Tips voor vlammend speechen Dit artikel, geschreven door de Leidse retorica-specialist prof.dr. Jaap de Jong, verscheen op donderdag 8 september 2011 in nrc.next. Prof. dr. Jaap de Jong is neerlandicus, gespecialiseerd in retorica, en hoogleraar Journalistiek en nieuwe media aan de Universiteit Leiden. Hij is voorzitter van de jury van het Max Havelaar Toespraken Toernooi. De beroemdste speech in de Nederlandse taal is nooit gehouden. Hij is uitgesproken door een romanfiguur in een romanwereld. De schrijver Multatuli liet de hoofdpersoon van zijn roman Max Havelaar een indrukwekkende toespraak uitspreken tot de hoofden van Lebak. 3
In het boek Spreken als Max Havelaar vind je meer en uitgebreidere tips over het houden van een goede toespraak; op Youtube vind je onder de naam ‘Spreken als Max Havelaar’ een opname van een college van prof. dr. Jaap de Jong, waarin hij ingaat op de diverse aspecten van het speechen.
In het schrale Nederlandse landschap van welsprekendheid steken Havelaars aangrijpende vergelijkingen en retorische technieken met kop en schouders overal bovenuit. ‘Ik vraag u (..), waarom zijn er zo velen die weggingen, om niet te worden begraven waar ze zijn geboren? Waarom vraagt de boom waar de man is die hij als kind zag spelen aan zijn voet’ Nederlanders staan niet bekend om hun memorabele toespraken en speechkwaliteit. Heeft dat met het onderwijs te maken, waarin kringgesprek en democratische discussie hoger worden gewaardeerd dan een toespraak waarmee je je verheft boven de groep? Is het onze maaiveld- en poldermentaliteit? Journalist H.J.A. Hofland heeft het ooit geweten aan de afwezigheid van grote balkons in ons land.
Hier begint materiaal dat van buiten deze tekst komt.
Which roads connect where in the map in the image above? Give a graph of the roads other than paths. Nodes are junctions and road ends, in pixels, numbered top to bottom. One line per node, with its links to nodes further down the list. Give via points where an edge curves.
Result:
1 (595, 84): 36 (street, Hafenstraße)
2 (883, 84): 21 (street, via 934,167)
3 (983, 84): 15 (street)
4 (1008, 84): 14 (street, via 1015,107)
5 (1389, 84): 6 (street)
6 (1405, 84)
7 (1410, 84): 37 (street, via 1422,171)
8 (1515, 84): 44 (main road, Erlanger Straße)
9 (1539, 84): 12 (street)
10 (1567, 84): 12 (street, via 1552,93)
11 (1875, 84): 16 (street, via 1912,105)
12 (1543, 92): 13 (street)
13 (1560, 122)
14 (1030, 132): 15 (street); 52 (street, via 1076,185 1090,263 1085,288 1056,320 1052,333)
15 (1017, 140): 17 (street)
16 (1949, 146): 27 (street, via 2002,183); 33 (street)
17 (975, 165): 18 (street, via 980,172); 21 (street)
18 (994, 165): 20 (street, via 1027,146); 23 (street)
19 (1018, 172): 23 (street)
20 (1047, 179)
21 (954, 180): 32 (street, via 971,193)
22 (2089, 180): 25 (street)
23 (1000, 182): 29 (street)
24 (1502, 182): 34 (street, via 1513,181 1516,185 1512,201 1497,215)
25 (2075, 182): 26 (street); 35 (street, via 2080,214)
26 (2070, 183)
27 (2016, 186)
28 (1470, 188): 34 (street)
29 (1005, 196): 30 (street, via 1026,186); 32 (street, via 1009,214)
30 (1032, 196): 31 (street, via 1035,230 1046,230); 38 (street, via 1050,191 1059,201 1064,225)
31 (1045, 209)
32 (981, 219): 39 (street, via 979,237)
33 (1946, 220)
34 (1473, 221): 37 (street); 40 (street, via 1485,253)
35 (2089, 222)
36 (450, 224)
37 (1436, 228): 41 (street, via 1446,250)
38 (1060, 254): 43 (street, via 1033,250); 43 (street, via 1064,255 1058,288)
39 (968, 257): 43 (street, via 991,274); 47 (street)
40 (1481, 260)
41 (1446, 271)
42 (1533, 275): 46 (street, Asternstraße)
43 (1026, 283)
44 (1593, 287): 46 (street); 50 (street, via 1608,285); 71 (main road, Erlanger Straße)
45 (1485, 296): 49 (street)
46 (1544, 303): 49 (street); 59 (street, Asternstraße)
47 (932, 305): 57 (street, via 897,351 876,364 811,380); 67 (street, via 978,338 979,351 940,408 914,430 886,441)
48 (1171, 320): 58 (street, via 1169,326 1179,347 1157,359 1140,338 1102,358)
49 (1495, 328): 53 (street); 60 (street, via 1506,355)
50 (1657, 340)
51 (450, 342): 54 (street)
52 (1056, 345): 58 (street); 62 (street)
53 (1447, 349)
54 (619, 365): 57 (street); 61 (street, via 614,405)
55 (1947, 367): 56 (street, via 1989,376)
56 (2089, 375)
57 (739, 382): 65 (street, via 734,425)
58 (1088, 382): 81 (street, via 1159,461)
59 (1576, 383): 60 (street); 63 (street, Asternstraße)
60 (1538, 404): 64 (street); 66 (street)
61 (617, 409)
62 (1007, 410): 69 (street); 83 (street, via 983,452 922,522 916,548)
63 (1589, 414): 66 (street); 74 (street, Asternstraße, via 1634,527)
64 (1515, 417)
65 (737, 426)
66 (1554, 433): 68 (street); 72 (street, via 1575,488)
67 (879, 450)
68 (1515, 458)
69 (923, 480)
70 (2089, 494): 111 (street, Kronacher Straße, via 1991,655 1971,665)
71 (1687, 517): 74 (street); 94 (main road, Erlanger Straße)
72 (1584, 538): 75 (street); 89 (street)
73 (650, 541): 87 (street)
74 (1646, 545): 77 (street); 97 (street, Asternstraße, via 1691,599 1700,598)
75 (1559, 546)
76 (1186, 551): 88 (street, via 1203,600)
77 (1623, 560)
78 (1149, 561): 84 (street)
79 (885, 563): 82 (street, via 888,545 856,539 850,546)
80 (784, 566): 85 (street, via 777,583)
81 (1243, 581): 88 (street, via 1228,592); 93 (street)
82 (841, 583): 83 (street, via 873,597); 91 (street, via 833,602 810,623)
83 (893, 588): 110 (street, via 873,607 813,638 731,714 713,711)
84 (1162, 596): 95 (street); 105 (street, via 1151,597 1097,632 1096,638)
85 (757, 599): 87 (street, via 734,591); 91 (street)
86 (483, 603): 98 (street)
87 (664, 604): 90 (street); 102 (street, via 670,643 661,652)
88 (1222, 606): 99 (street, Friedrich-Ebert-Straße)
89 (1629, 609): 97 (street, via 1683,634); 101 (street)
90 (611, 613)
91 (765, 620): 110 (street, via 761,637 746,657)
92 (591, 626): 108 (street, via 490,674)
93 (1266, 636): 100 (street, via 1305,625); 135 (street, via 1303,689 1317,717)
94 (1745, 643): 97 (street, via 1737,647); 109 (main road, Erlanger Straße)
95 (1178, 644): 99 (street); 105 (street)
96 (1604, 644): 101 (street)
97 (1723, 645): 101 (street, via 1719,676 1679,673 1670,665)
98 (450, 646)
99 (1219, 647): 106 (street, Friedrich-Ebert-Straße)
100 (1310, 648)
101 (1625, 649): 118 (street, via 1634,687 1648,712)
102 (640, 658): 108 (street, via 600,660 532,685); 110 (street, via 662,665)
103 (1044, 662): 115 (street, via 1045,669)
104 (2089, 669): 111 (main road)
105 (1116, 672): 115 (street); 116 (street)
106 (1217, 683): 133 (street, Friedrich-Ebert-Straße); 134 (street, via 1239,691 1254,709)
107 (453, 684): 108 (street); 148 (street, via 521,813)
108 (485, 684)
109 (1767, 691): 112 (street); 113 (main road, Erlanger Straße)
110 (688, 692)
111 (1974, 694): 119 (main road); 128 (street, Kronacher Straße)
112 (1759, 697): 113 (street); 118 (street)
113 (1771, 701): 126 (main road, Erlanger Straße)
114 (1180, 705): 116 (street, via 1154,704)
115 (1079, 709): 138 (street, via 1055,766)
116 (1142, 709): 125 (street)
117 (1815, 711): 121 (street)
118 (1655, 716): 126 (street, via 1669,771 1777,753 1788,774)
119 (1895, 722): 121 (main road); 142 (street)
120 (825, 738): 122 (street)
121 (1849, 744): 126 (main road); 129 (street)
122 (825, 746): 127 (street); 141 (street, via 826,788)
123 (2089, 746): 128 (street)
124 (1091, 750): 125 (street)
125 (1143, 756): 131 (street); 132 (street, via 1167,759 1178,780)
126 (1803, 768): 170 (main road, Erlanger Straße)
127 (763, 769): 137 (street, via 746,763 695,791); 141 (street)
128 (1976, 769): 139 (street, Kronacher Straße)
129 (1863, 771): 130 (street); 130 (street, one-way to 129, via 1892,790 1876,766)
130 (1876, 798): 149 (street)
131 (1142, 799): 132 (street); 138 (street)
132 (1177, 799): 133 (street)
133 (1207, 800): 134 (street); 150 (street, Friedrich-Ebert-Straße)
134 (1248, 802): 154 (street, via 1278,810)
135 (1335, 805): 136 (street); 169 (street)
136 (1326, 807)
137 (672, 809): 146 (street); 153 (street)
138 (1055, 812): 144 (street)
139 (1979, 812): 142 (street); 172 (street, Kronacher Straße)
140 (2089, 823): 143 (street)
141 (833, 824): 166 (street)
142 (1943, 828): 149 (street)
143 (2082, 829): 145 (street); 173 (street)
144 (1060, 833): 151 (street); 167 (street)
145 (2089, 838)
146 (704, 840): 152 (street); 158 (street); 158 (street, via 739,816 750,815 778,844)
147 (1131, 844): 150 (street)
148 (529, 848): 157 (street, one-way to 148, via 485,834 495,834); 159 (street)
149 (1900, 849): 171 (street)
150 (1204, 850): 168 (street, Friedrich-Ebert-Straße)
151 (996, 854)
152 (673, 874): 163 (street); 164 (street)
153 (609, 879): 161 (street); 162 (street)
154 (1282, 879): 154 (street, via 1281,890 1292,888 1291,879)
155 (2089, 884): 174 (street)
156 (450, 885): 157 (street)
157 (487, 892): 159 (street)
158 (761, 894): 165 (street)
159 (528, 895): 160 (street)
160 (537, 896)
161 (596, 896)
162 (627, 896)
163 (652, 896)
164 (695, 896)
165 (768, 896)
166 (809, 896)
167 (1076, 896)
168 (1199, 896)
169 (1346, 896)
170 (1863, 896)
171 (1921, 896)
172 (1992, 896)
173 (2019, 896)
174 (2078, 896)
Voor ‘meeslepende toespraken wijzen we snel naar Winston Churchill of Martin Luther King. En niet naar Balkenende of Verhagen. Maar er broeit iets in Nederland. Voor het goede woord op de juiste plaats groeit waardering. Na een revival van de debatwedstrijd is nu de toespraak aan de beurt, in een heus Toespraken Toernooi. Recent zijn een Amsterdamse Retoricakamer, een Leidse Werkgroep Retorica en een nationaal Speechschrijversgilde opgericht. Hier en daar wordt wel eens een toespraakwedstrijdje georganiseerd op een middelbare school. Wie in plaats van een tenenkrommende toespraak een pakkend betoog houdt, verdient kudos. Jongeren ontdekken het plezier van goed speechen. ‘Wie verveelt heeft ongelyk’, zeggen ze Multatuli na. Op hogescholen en universiteiten worden strengere eisen gesteld aan referaten. Wie vorige maand op Amazon.com een boek wilde bestellen over spreken en presenteren in het openbaar kon kiezen uit maar liefst 120 titels (pas verschenen en herdrukt). De vlammende speech herleeft ook onder invloed van president Barack Obama’s verbale vuurwerk. En het werd tijd ook, want de toespraak is de puurste vorm van communicatie. Een mens staat op en vertelt z’n gehoor eens even flink de waarheid. Al sinds Aristoteles, Cicero en Quintilianus is de toespraak een essentieel voertuig om een publiek in beweging te krijgen. Daar kunnen geen facebookupdates of tweets tegenop. Waarom gaat het dan toch zo vaak mis? Plankenkoorts en vooral gebrekkige voorbereiding leiden tot matige speeches vol clichés en omtrekkende bewegingen. Met een paar maatregelen neemt de kans op een geslaagde voordracht aanzienlijk toe.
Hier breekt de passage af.